Altre risorse del sottosuolo sahariano, meno importanti di fosfati e pescato solo per il momento, sono il petrolio e altri minerali. La ricerca del petrolio rappresenta un’istanza primaria per il Marocco, secondo importatore africano dopo il Sud Africa. Negli anni 70, mentre si facevano importanti scoperte sulle coste della Guinea Bissau e della Mauritania, qualunque prospettiva per i giacimenti offshore si era rivelata troppo rischiosa a causa della situazione di instabilità sul territorio e degli elevati costi della tecnologia necessaria.

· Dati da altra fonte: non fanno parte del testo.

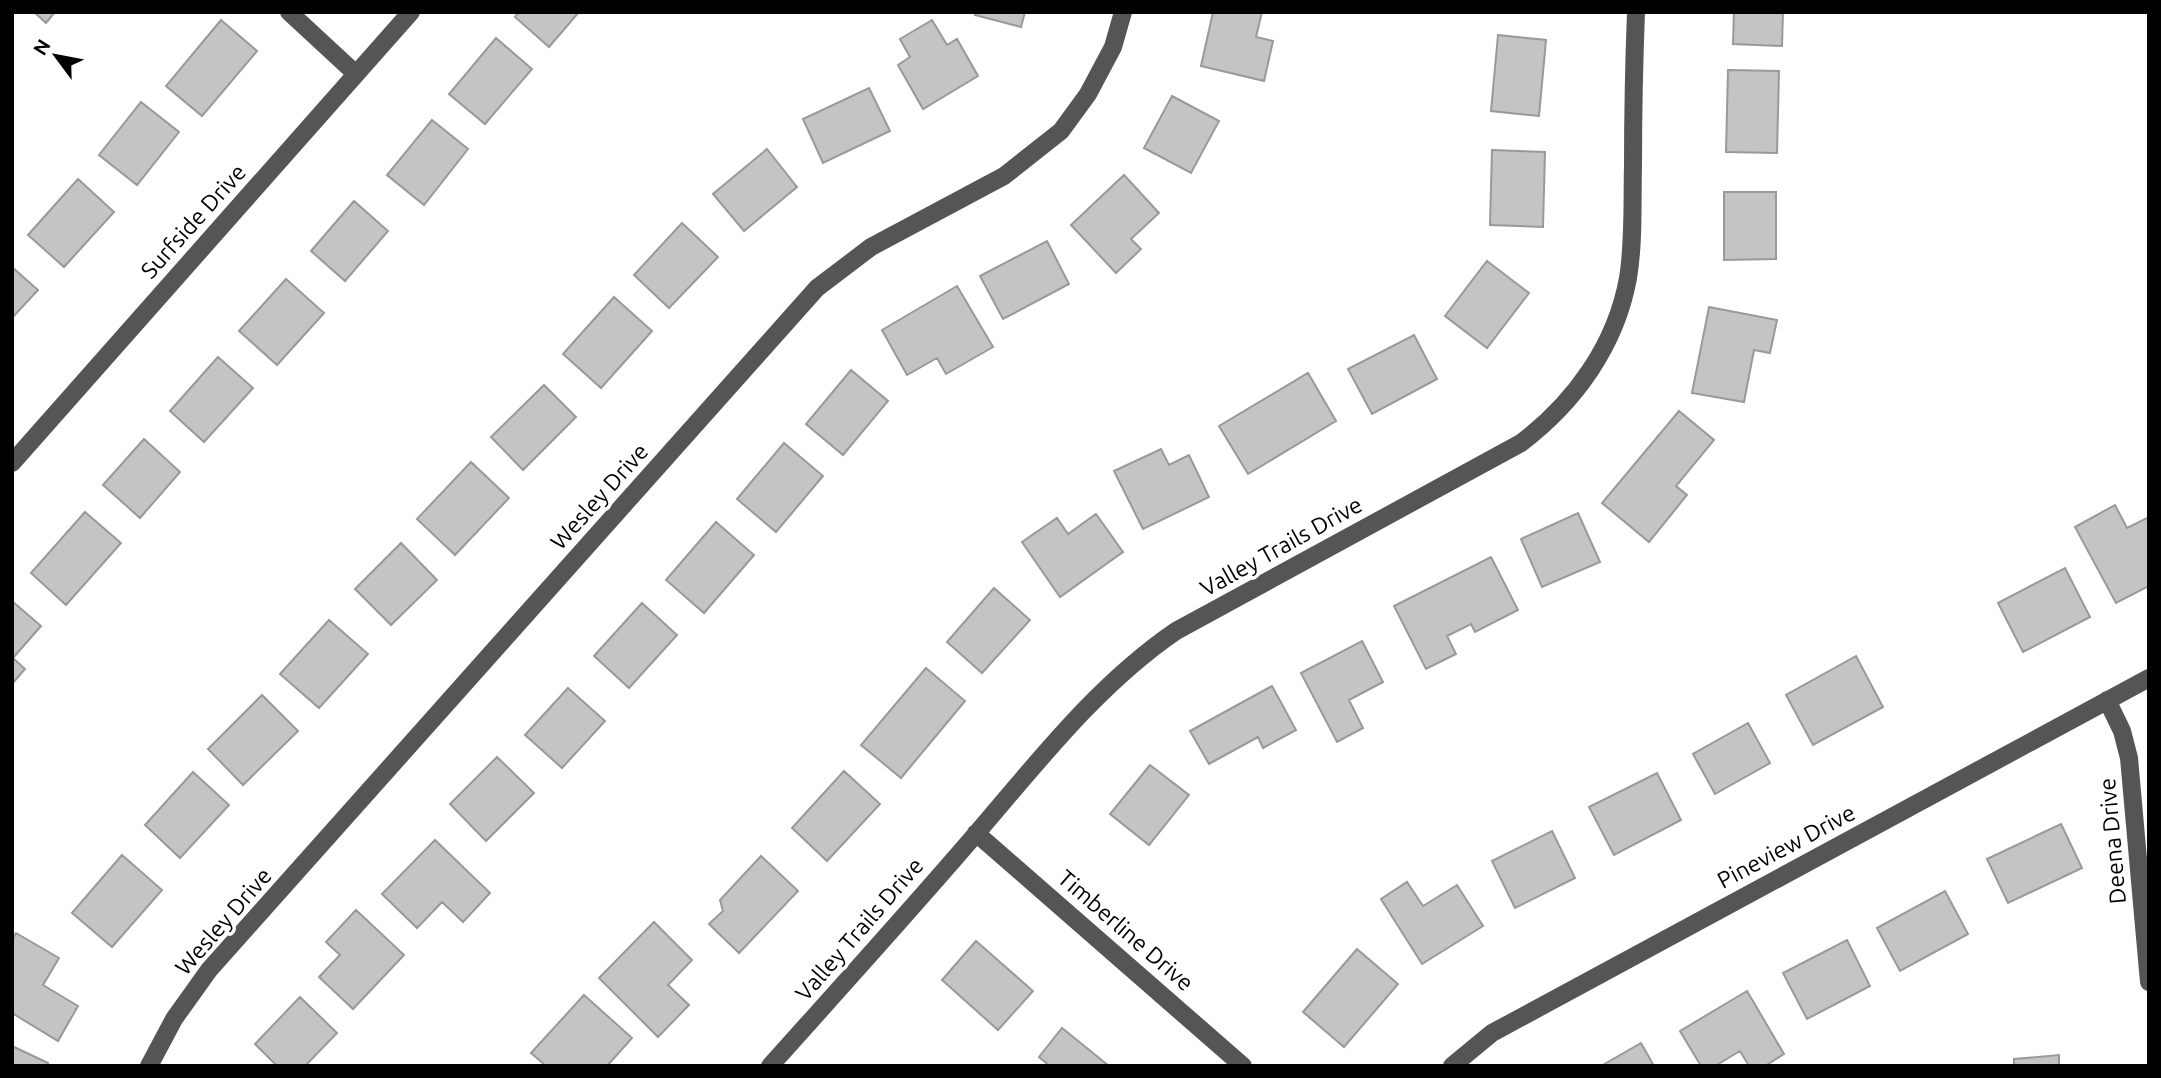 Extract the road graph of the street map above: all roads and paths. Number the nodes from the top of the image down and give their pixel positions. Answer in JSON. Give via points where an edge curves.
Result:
{"nodes":[{"id":1,"x":289,"y":12,"type":"edge"},
{"id":2,"x":411,"y":12,"type":"edge"},
{"id":3,"x":1123,"y":12,"type":"edge"},
{"id":4,"x":1636,"y":12,"type":"edge"},
{"id":5,"x":356,"y":74,"type":"junction"},
{"id":6,"x":12,"y":463,"type":"edge"},
{"id":7,"x":2149,"y":678,"type":"edge"},
{"id":8,"x":2108,"y":700,"type":"junction"},
{"id":9,"x":976,"y":833,"type":"junction"},
{"id":10,"x":2149,"y":982,"type":"edge"},
{"id":11,"x":149,"y":1066,"type":"edge"},
{"id":12,"x":771,"y":1066,"type":"edge"},
{"id":13,"x":1243,"y":1066,"type":"edge"},
{"id":14,"x":1452,"y":1066,"type":"edge"}],
"edges":[{"from":1,"to":5,"type":"street"},
{"from":2,"to":5,"type":"street","name":"Surfside Drive"},
{"from":3,"to":11,"type":"street","name":"Wesley Drive","via":[[1113,47],[1061,131],[1004,176],[871,247],[817,288],[209,970],[174,1018]]},
{"from":4,"to":9,"type":"street","name":"Valley Trails Drive","via":[[1628,276],[1608,341],[1584,381],[1544,426],[1521,443],[1145,652],[1114,680]]},
{"from":5,"to":6,"type":"street","name":"Surfside Drive"},
{"from":7,"to":8,"type":"street","name":"Pineview Drive"},
{"from":8,"to":10,"type":"street","name":"Deena Drive","via":[[2129,758]]},
{"from":8,"to":14,"type":"street","name":"Pineview Drive","via":[[1492,1033]]},
{"from":9,"to":12,"type":"street","name":"Valley Trails Drive"},
{"from":9,"to":13,"type":"street","name":"Timberline Drive"}]}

Dieci anni dopo il cessate il fuoco il Marocco sembra però ora disponibile a riaprire i canali per investimenti stranieri, in quanto il conflitto è stato congelato e l’expertise raggiunta nel campo delle trivellazioni in alto mare ha abbattuto i costi delle ricerche. Così nel 2000 una nuova legge sul petrolio ha abbassato al 25% la quota statale sulle concessioni di esplorazione e sviluppo, abbattuto le royalties di produzione ed esentato dalle tasse le compagnie una volta avviata la produzione.

Nell’autunno 2001 il governo di Rabat ha firmato accordi con TotalFinaElf, major petrolifera francese e la texana Kerr-McGee. Gli accordi avevano diviso l’intera massa delle acque del Sahara Occidentale coprendo un’area di 150.000 chilometri quadrati. Alcuni analisti avevano visto nella nazionalità degli attori economici una presa di posizione, soprattutto da parte degli Stati Uniti, per un Sahara Occidentale come regione autonoma sotto sovranità marocchina. Gli Stati Uniti, in presenza di giacimenti rilevanti, avrebbero potuto svincolarsi dalla loro dipendenza dai paesi del Golfo Persico, permettendo una diversificazione del rischio e un abbassamento dei prezzi. Ciò tuttavia non è avvenuto.  Secondo il sito Western Sahara Resource Watch, la Kerr-McGee si è ritirata dopo che il Fondo Pensioni Governativo Norvegese, seguito da altre società norvegesi, aveva venduto tutte le proprie quote detenute nella società per ragioni morali – letteralmente per la “violazione particolarmente seria di fondamentali norme etiche” – spingendo la compagnia petrolifera  a non rinnovare il contratto con il Marocco.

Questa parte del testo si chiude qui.